Exercise directions
Output every line of the data exactly as it appears.

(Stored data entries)

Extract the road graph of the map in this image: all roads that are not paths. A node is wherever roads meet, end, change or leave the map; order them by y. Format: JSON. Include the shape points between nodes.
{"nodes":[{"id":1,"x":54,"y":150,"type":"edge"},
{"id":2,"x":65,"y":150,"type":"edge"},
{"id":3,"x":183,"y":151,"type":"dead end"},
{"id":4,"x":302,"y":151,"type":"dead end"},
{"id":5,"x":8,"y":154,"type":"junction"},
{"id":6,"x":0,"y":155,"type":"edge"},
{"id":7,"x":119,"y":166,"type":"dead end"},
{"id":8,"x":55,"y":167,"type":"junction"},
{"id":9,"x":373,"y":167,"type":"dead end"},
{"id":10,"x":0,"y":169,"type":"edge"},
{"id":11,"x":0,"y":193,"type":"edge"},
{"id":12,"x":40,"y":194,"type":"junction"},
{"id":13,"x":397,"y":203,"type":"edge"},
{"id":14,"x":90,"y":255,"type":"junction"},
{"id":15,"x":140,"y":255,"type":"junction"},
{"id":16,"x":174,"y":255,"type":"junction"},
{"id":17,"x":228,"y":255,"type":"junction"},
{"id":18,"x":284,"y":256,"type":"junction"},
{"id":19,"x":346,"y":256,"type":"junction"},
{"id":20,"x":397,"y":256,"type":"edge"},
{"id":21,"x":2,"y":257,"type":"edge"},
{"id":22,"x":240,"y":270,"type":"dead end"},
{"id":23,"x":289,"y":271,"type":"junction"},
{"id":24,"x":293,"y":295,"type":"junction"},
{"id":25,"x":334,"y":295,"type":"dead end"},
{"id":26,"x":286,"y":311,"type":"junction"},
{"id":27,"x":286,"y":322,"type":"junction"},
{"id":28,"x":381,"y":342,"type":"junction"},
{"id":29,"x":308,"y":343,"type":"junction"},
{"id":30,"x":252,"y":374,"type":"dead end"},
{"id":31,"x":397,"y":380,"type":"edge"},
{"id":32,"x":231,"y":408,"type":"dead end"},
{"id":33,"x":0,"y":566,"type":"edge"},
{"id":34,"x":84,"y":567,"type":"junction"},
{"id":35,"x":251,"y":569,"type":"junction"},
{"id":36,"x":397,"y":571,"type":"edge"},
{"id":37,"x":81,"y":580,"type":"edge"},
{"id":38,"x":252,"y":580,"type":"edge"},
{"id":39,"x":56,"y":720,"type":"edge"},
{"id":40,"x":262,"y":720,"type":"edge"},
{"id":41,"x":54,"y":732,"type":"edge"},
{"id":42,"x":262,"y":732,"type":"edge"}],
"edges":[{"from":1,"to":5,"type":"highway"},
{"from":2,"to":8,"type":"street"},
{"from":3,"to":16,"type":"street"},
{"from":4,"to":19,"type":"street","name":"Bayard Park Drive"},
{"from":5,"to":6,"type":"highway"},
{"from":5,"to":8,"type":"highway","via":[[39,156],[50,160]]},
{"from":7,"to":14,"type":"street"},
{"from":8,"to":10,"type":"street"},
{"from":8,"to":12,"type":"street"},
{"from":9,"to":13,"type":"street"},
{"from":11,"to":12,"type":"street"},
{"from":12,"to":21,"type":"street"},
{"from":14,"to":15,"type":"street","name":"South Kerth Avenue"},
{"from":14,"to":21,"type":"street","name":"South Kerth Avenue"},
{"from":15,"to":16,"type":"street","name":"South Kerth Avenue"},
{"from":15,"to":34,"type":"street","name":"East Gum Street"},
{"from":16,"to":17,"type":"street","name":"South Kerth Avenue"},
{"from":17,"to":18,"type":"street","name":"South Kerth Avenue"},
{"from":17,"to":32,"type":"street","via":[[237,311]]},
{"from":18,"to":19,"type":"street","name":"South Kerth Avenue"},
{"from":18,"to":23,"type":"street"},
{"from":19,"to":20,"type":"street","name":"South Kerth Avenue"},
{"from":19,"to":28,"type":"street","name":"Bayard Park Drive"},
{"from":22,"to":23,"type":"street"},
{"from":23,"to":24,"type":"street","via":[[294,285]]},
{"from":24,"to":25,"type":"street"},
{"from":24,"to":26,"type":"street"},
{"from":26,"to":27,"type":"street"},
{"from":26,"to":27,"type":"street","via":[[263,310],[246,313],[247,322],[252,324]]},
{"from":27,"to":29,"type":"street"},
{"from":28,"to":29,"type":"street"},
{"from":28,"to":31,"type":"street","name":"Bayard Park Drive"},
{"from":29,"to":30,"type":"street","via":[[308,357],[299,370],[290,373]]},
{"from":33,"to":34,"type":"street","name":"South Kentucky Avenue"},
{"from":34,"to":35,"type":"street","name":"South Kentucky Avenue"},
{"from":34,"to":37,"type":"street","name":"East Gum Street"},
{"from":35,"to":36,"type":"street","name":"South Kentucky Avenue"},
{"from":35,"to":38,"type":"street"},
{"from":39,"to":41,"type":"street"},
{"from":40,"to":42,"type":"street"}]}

Response area
Extract the road graph of the map in this image: all roads that are not paths. A node is wherever roads meet, end, change or leave the map; order them by y. Format: JSON. Include the shape points between nodes.
{"nodes":[{"id":1,"x":54,"y":150,"type":"edge"},
{"id":2,"x":65,"y":150,"type":"edge"},
{"id":3,"x":183,"y":151,"type":"dead end"},
{"id":4,"x":302,"y":151,"type":"dead end"},
{"id":5,"x":8,"y":154,"type":"junction"},
{"id":6,"x":0,"y":155,"type":"edge"},
{"id":7,"x":119,"y":166,"type":"dead end"},
{"id":8,"x":55,"y":167,"type":"junction"},
{"id":9,"x":373,"y":167,"type":"dead end"},
{"id":10,"x":0,"y":169,"type":"edge"},
{"id":11,"x":0,"y":193,"type":"edge"},
{"id":12,"x":40,"y":194,"type":"junction"},
{"id":13,"x":397,"y":203,"type":"edge"},
{"id":14,"x":90,"y":255,"type":"junction"},
{"id":15,"x":140,"y":255,"type":"junction"},
{"id":16,"x":174,"y":255,"type":"junction"},
{"id":17,"x":228,"y":255,"type":"junction"},
{"id":18,"x":284,"y":256,"type":"junction"},
{"id":19,"x":346,"y":256,"type":"junction"},
{"id":20,"x":397,"y":256,"type":"edge"},
{"id":21,"x":2,"y":257,"type":"edge"},
{"id":22,"x":240,"y":270,"type":"dead end"},
{"id":23,"x":289,"y":271,"type":"junction"},
{"id":24,"x":293,"y":295,"type":"junction"},
{"id":25,"x":334,"y":295,"type":"dead end"},
{"id":26,"x":286,"y":311,"type":"junction"},
{"id":27,"x":286,"y":322,"type":"junction"},
{"id":28,"x":381,"y":342,"type":"junction"},
{"id":29,"x":308,"y":343,"type":"junction"},
{"id":30,"x":252,"y":374,"type":"dead end"},
{"id":31,"x":397,"y":380,"type":"edge"},
{"id":32,"x":231,"y":408,"type":"dead end"},
{"id":33,"x":0,"y":566,"type":"edge"},
{"id":34,"x":84,"y":567,"type":"junction"},
{"id":35,"x":251,"y":569,"type":"junction"},
{"id":36,"x":397,"y":571,"type":"edge"},
{"id":37,"x":81,"y":580,"type":"edge"},
{"id":38,"x":252,"y":580,"type":"edge"},
{"id":39,"x":56,"y":720,"type":"edge"},
{"id":40,"x":262,"y":720,"type":"edge"},
{"id":41,"x":54,"y":732,"type":"edge"},
{"id":42,"x":262,"y":732,"type":"edge"}],
"edges":[{"from":1,"to":5,"type":"highway"},
{"from":2,"to":8,"type":"street"},
{"from":3,"to":16,"type":"street"},
{"from":4,"to":19,"type":"street","name":"Bayard Park Drive"},
{"from":5,"to":6,"type":"highway"},
{"from":5,"to":8,"type":"highway","via":[[39,156],[50,160]]},
{"from":7,"to":14,"type":"street"},
{"from":8,"to":10,"type":"street"},
{"from":8,"to":12,"type":"street"},
{"from":9,"to":13,"type":"street"},
{"from":11,"to":12,"type":"street"},
{"from":12,"to":21,"type":"street"},
{"from":14,"to":15,"type":"street","name":"South Kerth Avenue"},
{"from":14,"to":21,"type":"street","name":"South Kerth Avenue"},
{"from":15,"to":16,"type":"street","name":"South Kerth Avenue"},
{"from":15,"to":34,"type":"street","name":"East Gum Street"},
{"from":16,"to":17,"type":"street","name":"South Kerth Avenue"},
{"from":17,"to":18,"type":"street","name":"South Kerth Avenue"},
{"from":17,"to":32,"type":"street","via":[[237,311]]},
{"from":18,"to":19,"type":"street","name":"South Kerth Avenue"},
{"from":18,"to":23,"type":"street"},
{"from":19,"to":20,"type":"street","name":"South Kerth Avenue"},
{"from":19,"to":28,"type":"street","name":"Bayard Park Drive"},
{"from":22,"to":23,"type":"street"},
{"from":23,"to":24,"type":"street","via":[[294,285]]},
{"from":24,"to":25,"type":"street"},
{"from":24,"to":26,"type":"street"},
{"from":26,"to":27,"type":"street"},
{"from":26,"to":27,"type":"street","via":[[263,310],[246,313],[247,322],[252,324]]},
{"from":27,"to":29,"type":"street"},
{"from":28,"to":29,"type":"street"},
{"from":28,"to":31,"type":"street","name":"Bayard Park Drive"},
{"from":29,"to":30,"type":"street","via":[[308,357],[299,370],[290,373]]},
{"from":33,"to":34,"type":"street","name":"South Kentucky Avenue"},
{"from":34,"to":35,"type":"street","name":"South Kentucky Avenue"},
{"from":34,"to":37,"type":"street","name":"East Gum Street"},
{"from":35,"to":36,"type":"street","name":"South Kentucky Avenue"},
{"from":35,"to":38,"type":"street"},
{"from":39,"to":41,"type":"street"},
{"from":40,"to":42,"type":"street"}]}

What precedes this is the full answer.